Der Kauf von Forderungen geschieht in Deutschland tausendfach täglich, sodass sich hierfür Unternehmen entwickelt haben, die sich hierauf spezialisieren. Das Factoringunternehmen (Zessionar) ist dabei nicht als „böser“ Widersacher zum Zedenten zu verstehen, vielmehr ist das Factoring vom Zedenten sogar erwünscht. Durch den Forderungskauf kommt der Zedent nämlich durch die Kaufpreiszahlung schnell und unkompliziert an Liquidität, welche er für das weitere Wirtschaften braucht, ohne sich um die Realisierung, Inkasso oder das Rechnungschreiben kümmern zu müssen („Umsatzfinanzierung").

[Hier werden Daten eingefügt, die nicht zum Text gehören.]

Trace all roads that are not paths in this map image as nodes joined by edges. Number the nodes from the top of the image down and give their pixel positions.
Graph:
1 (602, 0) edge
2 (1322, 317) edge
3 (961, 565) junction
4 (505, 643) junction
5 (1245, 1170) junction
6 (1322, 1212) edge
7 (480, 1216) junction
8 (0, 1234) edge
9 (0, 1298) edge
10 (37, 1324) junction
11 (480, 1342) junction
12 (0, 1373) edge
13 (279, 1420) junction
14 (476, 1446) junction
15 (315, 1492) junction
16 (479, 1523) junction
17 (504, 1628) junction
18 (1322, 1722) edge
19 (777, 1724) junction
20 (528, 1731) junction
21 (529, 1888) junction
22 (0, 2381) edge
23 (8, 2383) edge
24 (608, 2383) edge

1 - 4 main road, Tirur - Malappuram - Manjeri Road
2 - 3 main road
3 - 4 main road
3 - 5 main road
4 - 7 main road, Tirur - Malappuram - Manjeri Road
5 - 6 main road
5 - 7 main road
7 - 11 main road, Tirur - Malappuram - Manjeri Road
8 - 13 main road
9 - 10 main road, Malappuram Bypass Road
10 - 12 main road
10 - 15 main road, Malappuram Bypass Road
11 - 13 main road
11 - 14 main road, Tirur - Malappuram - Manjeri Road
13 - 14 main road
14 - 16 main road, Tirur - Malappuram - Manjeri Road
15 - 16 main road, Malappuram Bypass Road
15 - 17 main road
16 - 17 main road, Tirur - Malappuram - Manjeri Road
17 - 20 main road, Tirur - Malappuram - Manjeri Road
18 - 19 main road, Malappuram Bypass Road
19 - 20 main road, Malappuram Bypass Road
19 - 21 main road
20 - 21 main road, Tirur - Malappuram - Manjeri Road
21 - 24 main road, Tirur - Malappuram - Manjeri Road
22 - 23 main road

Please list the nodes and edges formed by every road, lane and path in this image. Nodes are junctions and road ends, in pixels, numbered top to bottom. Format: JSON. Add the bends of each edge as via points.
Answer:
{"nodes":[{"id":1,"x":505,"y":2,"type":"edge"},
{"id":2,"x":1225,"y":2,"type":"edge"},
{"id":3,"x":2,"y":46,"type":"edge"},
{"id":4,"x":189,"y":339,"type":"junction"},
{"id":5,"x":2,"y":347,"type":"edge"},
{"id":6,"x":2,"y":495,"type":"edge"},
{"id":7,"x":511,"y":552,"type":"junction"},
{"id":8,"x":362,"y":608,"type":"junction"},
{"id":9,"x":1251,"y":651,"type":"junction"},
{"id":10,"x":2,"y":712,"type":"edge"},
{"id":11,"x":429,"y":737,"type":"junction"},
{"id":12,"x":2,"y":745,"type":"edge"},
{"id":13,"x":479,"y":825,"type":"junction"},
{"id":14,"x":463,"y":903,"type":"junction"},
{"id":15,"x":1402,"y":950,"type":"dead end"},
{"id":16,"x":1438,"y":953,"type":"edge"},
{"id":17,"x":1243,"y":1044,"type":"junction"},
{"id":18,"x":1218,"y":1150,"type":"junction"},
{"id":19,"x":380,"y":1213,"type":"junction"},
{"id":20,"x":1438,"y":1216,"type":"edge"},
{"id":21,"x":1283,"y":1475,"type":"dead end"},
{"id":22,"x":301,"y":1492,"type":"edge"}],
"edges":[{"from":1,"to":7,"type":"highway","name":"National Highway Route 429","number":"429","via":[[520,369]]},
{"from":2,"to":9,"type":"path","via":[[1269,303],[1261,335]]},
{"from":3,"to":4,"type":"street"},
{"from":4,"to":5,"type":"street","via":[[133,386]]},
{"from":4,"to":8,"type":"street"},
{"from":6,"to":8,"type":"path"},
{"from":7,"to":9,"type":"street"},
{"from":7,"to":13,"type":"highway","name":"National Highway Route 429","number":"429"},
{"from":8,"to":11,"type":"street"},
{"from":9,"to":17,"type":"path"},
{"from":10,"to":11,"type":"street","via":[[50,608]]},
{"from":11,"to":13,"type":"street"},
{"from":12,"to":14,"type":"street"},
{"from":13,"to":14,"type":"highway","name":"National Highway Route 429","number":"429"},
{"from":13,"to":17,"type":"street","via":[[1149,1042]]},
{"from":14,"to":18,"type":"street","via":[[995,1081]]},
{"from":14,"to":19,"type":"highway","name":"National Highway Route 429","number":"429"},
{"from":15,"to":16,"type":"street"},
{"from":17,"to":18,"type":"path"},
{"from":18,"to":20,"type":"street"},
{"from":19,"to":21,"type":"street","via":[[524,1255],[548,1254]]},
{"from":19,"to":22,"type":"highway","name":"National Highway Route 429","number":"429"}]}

Das Factoring ist dennoch rentabel für den Zessionar, denn die Forderung wird unter Wert verkauft, während der Zessionar die Forderung in voller Höhe beim Drittschuldner einzieht. Der Zessionar übernimmt also gegen die Differenz zwischen Verkaufswert und tatsächlicher Forderungshöhe das Risiko der Realisierung der Forderung.
Beispiel
Du gehst zum Zahnarzt zur Zahnreinigung. Später kommt eine Rechnung, welche jedoch nicht vom Zahnarzt stammt, sondern von der XY-Factoring GmbH. Der Zahnarzt hat also, um das für ihn lästige Rechnungsschreiben nicht erledigen zu müssen, seine Forderung auf Zahlung der Vergütung aus dem Behandlungsvertrag/Werkvertrag gegen dich an die XY-Factoring GmbH abgetreten. Zwar bekommt er etwas weniger Geld aus dem Factoringerlös, als wenn er die Forderung selbst realisiert hätte, jedoch kann er sich dann weiter auf seine Behandlungstätigkeit konzentrieren, zumal jetzt die AB-Factoring GmbH dein Insolvenzrisiko trägt und dir wegen des Geldes „hinterherrennen“ darf. Es zeigt sich also, dass es eher unwirtschaftlich wäre, wenn der Zahnarzt kein Factoring betreiben würde, außer alle seine Kunden sind extrem liquide und zuverlässig.

II. Arten des Factorings
1. Echtes Factoring
Beim eben aufgezeigten „echten“ Factoring, also dem endgültigen Forderungskauf (§ 453 BGB), trägt der Factor (meistens eine Bank) das Risiko der Forderungsrealisierung und somit auch das Risiko für die Leistungsfähigkeit (auch: „Delkredererisiko“ oder auch „Bonitätsrisiko“). Die Zahlung an den Gläubiger ist „endgültig“ und kann nicht mehr zurückverlangt werden. Es wird auch als „regressloses Factoring“ bezeichnet, da eben gerade kein Regress durch den Factor erfolgt.
2. Unechtes Factoring
Beim „unechten“ Factoring ist der Forderungskauf nicht endgültig: Kann der Factor die Forderung nicht realisieren, wird der Factor diese Forderung auf den Zedenten rückübertragen und der Zedent mit der ursprünglich gutgeschrieben Geldsumme belastet. Der Factor trägt hier nur das Veritätsrisiko hinsichtlich des Bestehens der Forderung. Der Zedent trägt dann also das Delkredererisiko. Das Entgelt für die Abtretung der Forderung bleibt daher nicht zwingend beim Gläubiger, sondern wirklich nur, wenn die Forderung beim Drittschuldner in Höhe des vereinbarten Betrags realisiert wird. Wie beim Kreditgeschäft wird die Gutschrift von einem ungewissen Ereignis abhängig gemacht - hier ist es jedoch nicht der Eintritt des Sicherungsfalls, sondern die Nichtrealisierbarkeit der Forderung. Das unechte Factoring ist somit eigentlich ein Kreditgeschäft und nicht wie das echte Factoring eine Maßnahme zur endgültigen Liquiditätsbeschaffung.
Merke
Das echte Factoring ist ein endgültiger Forderungskauf - das unechte Factoring (nur) ein Kreditgeschäft.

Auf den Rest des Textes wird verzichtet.